Вражда «Н<ового> Дома» — и обратно — конечно, пустяки. Не стоит об этом распространяться. Вы очень верно пишете, что я по отношению к «Н<овому> Д<ому>» — «безразборно, безвыборно упирался». Правда — признаюсь! Но это дело не идейное, а физиологическое. Мокрые руки Кнута[202], идейное достоинство Терапиано и унтерофицерство Фохта[203] — меня чуть-чуть и мутило. А идеи сами по себе — ничего. Я вот теперь перечитал «Н<овый> Д<ом>» как-то, от скуки — есть кое-что очень хорошее и приятное. (Я тогда не читал рассказов, — а ведь «Шурик» Г.Пескова очень пронзителен! но какая птичья чепуха рассказ Одоевцевой.[204])
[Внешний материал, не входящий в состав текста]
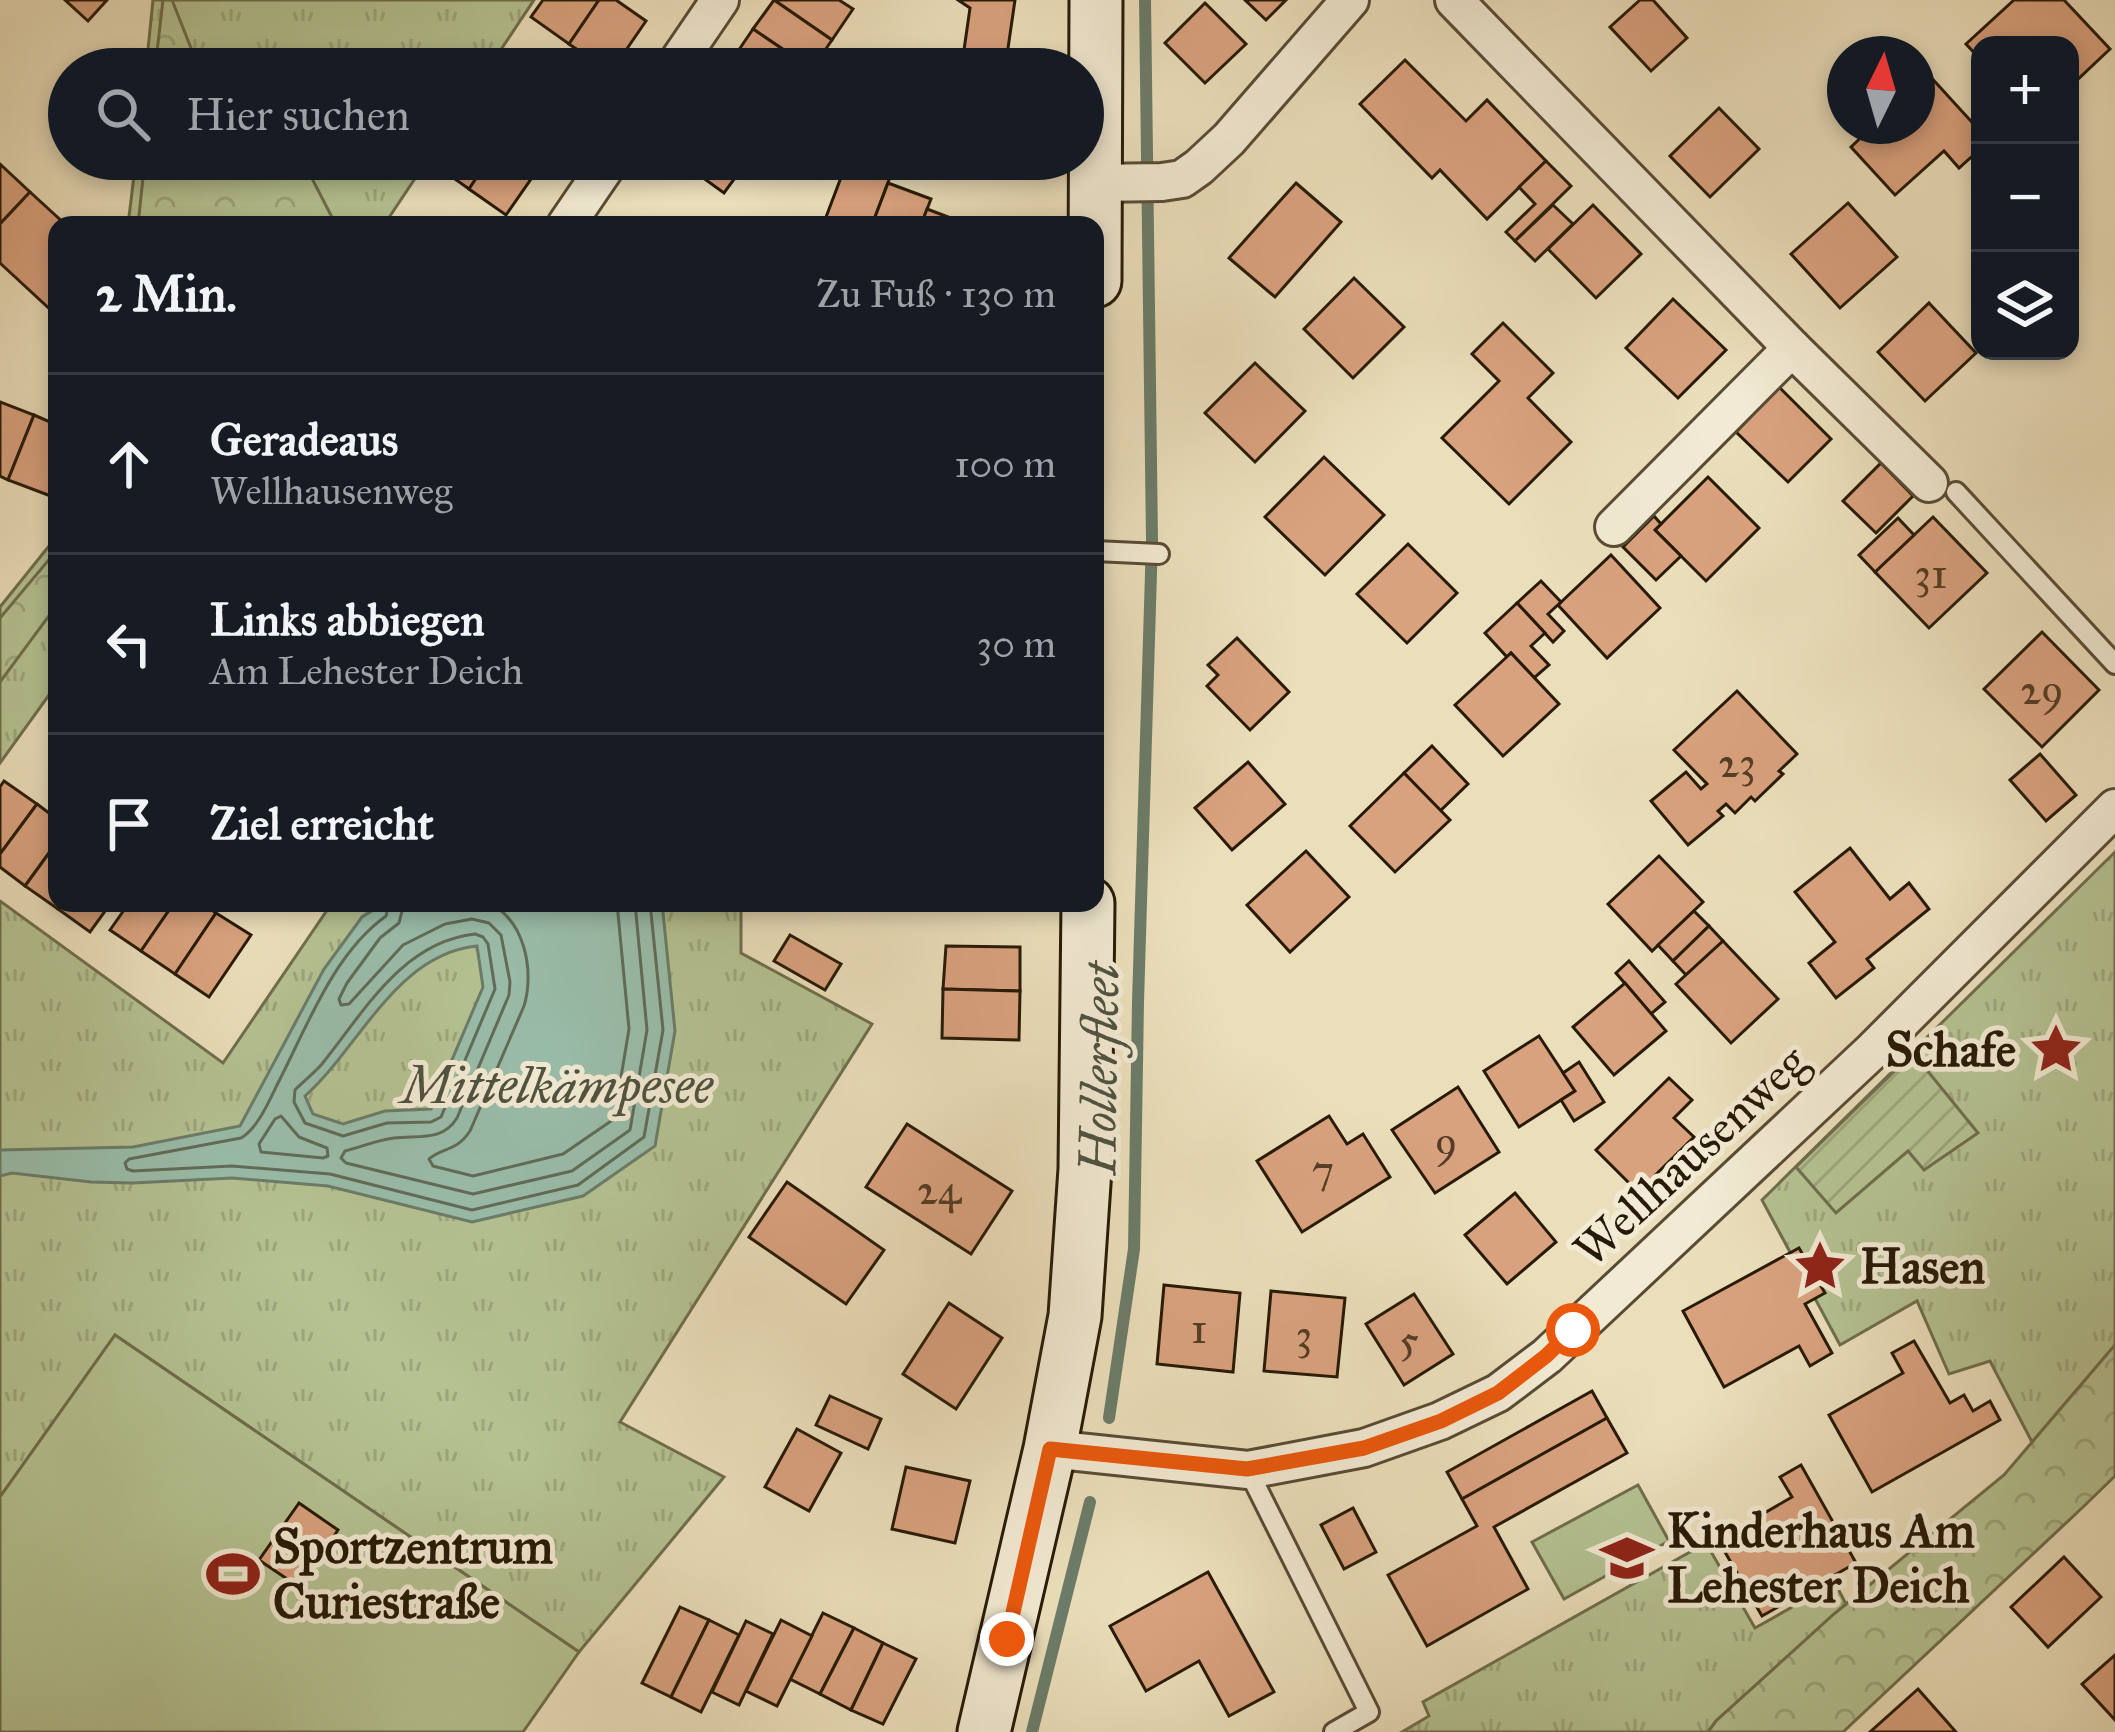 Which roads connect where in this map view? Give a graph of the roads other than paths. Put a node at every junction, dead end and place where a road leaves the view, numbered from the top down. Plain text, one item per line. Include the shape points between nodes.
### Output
1 (720, 0) edge
2 (1096, 0) edge
3 (1350, 0) edge
4 (1454, 0) edge
5 (687, 48) edge
6 (1093, 48) edge
7 (1104, 120) edge
8 (597, 180) edge
9 (1131, 183) junction
10 (572, 216) edge
11 (1104, 256) edge
12 (1792, 348) junction
13 (1942, 488) joint
14 (1614, 527) dead end
15 (1104, 551) edge
16 (1151, 554) dead end
17 (2115, 664) edge
18 (2115, 808) edge
19 (1088, 912) edge
20 (1050, 1449) junction
21 (1247, 1469) junction
22 (984, 1732) edge
23 (1334, 1732) edge

1 - 5 street
2 - 6 street
3 - 9 street via 1199,167 1182,179
4 - 12 street
7 - 9 street
8 - 10 street
9 - 11 street
12 - 13 street
12 - 14 street
13 - 17 lane
15 - 16 lane
18 - 21 street, Wellhausenweg via 1871,1052 1514,1381 1441,1421 1364,1448
19 - 20 street via 1082,1231
20 - 21 street, Wellhausenweg
20 - 22 street
21 - 23 lane via 1369,1712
Бахтин где-то пропадает, в Париже, — кажется, дела его очень плохи. Мне его жаль головой — сердце мое к нему безразлично, что врать. Но я знаю, что это человек редкий. Он очень жаден к жизни, но считает себя (кажется) уродом, в глубине всех презирает и имеет maximun 300–400 франков в месяц на все нужды и наслаждения. Как же тут не сойти с ума[205]. С ним часто видится Фрейденштейн, который теперь лежит в плеврите.
Никакого барона Штейгера я не знаю[206], — и, не делая никаких общих заключений и выводов, решительно отчаялся получить когда-нибудь со стороны, из неизвестности, стихи хоть сколько-нибудь «стоящие». Неизменно, постоянно — ерунда.
Собирается ли вспыхнуть осенью «Зел<еная> Лампа»? По-моему, ее бы хорошо реформировать в смысле более широкого привлечения «полу-врагов» и даже врагов — что не только подогреет воздух, но и наш лагерь объединит. Ведь до сих пор этого не было, незачем себя обманывать. И не только объед<ини>т, но и обострит[207].
Всего лучшего. Целую Ваши руки.
Искренно Ваш Г. Адамович
P.S. Не знаете ли Вы, где Манухин (доктор)? И не знаете ли Вы какого-нибудь русского психиатра — выдающегося? Это не для меня — я с ума не сошел[208].